Abstract P3118: Understanding And Overcoming Doxorubicin-Induced Cardiotoxicity Via Mitochondrial Antioxidants

Abstract

Chemotherapeutic-induced cardiomyopathies have surpassed cancer as the leading cause of death in patients post-remission. The highly efficacious anti-neoplastic agent, Doxorubicin (DOX), is a major culprit of dose-limiting cardiotoxicity, though the method of insult is not completely understood. While cardiotoxicity is likely multifaceted, a route of interest is the upregulation of reactive oxygen species (ROS) that leads to mitochondrial damage and other cellular complications within cardiomyocytes. Cardiomyocytes are heavily reliant on their mitochondria as the source of cellular energy, as 30% of cell volume is taken up by the organelle. To understand and counter ROS accumulation in the mitochondria with DOX administration, we are investigating the role of mitochondrially targeted antioxidants.

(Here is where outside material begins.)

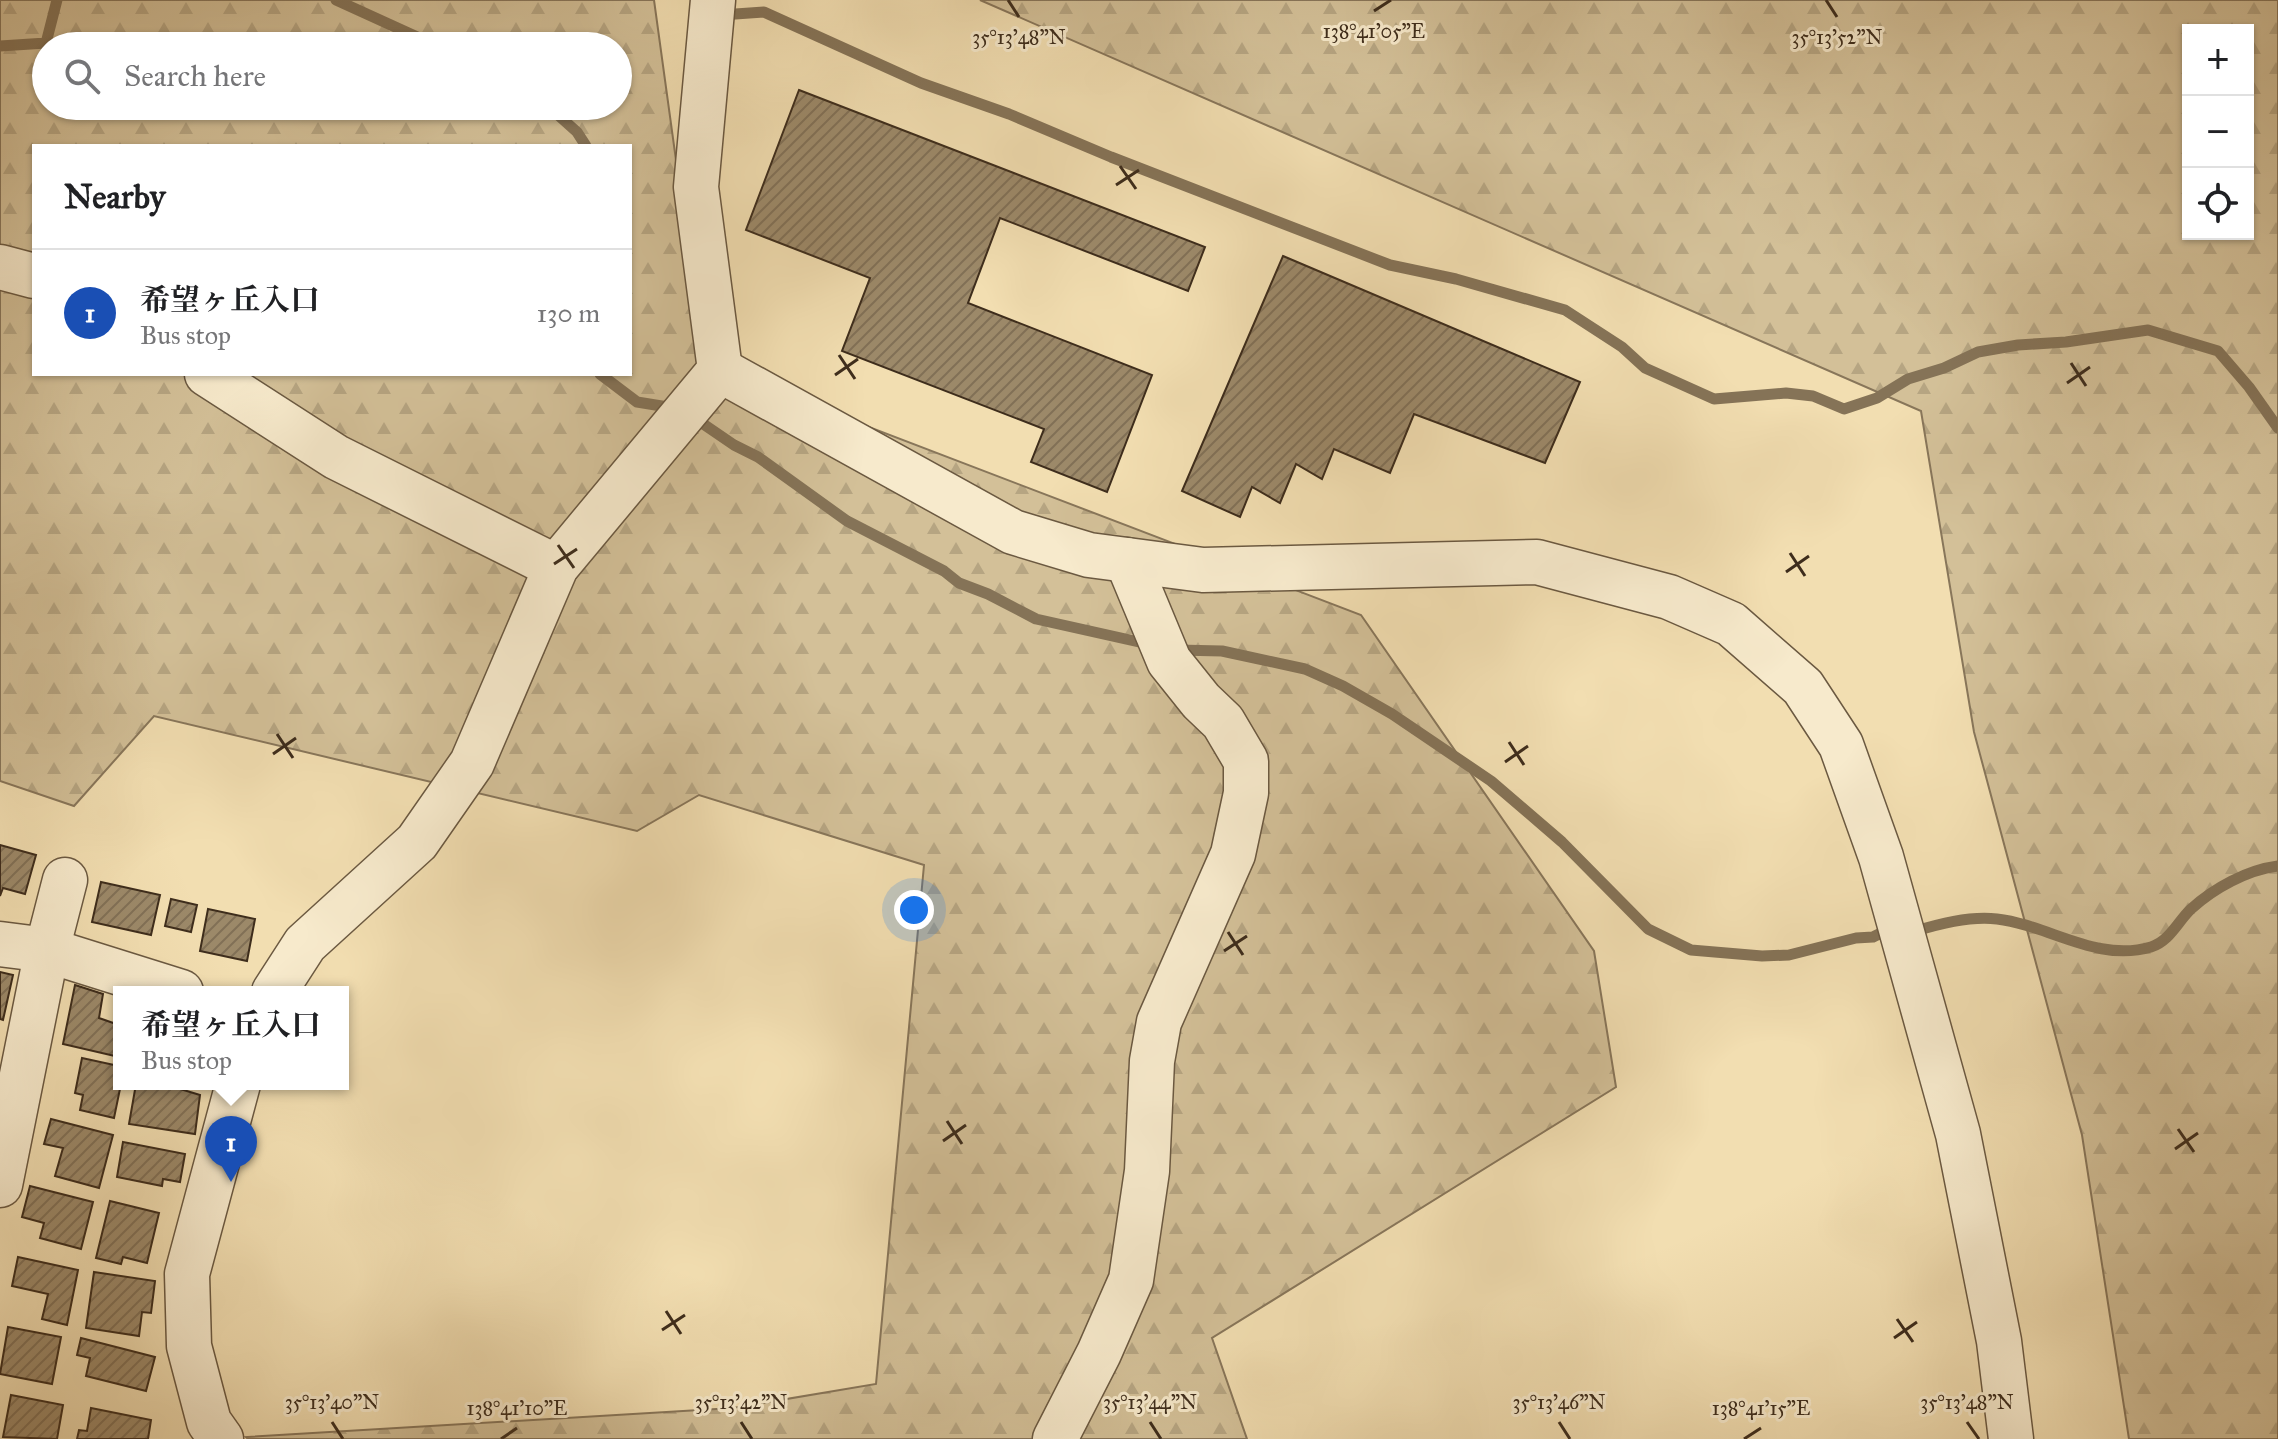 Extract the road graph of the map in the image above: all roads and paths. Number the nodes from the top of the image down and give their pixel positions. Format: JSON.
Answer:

We have found that DOX increases cytotoxicity and caspase-3 cleavage in cardiomyoblasts in vitro while inhibiting activation of nuclear factor erythroid 2-related factor 2 (Nrf2) which plays an important role in cellular antioxidant response. We have also found MitoQ, an analog of coenzyme Q, to be protective against DOX cytotoxicity in cell culture. To further evaluate MitoQ ability to mitigate DOX cardiotoxicity, we are investigating the mechanism of action via the Keap1/Nrf2 pathway, interplay with DOX anti-cancer efficacy, and in vivo therapeutic potential. The endogenous mitochondrial peroxiredoxin, Prx3, has been implicated as an important player in both tumor growth and ROS management in disease models, and it has been shown to be upregulated in the hearts of mice as well as in H9C2 cardiomyoblasts after DOX exposure. We aim to understand how the high ROS environment created by DOX-administration leads to potential post-translational modification of Prx3, thus affecting its role as a possible signaling protein. The interactions between MitoQ and Prx3 will also be elucidated. These in vitro studies will guide future in vivo experimentation to further understand DOX cardiotoxicity and evaluate a potential adjuvant therapeutic.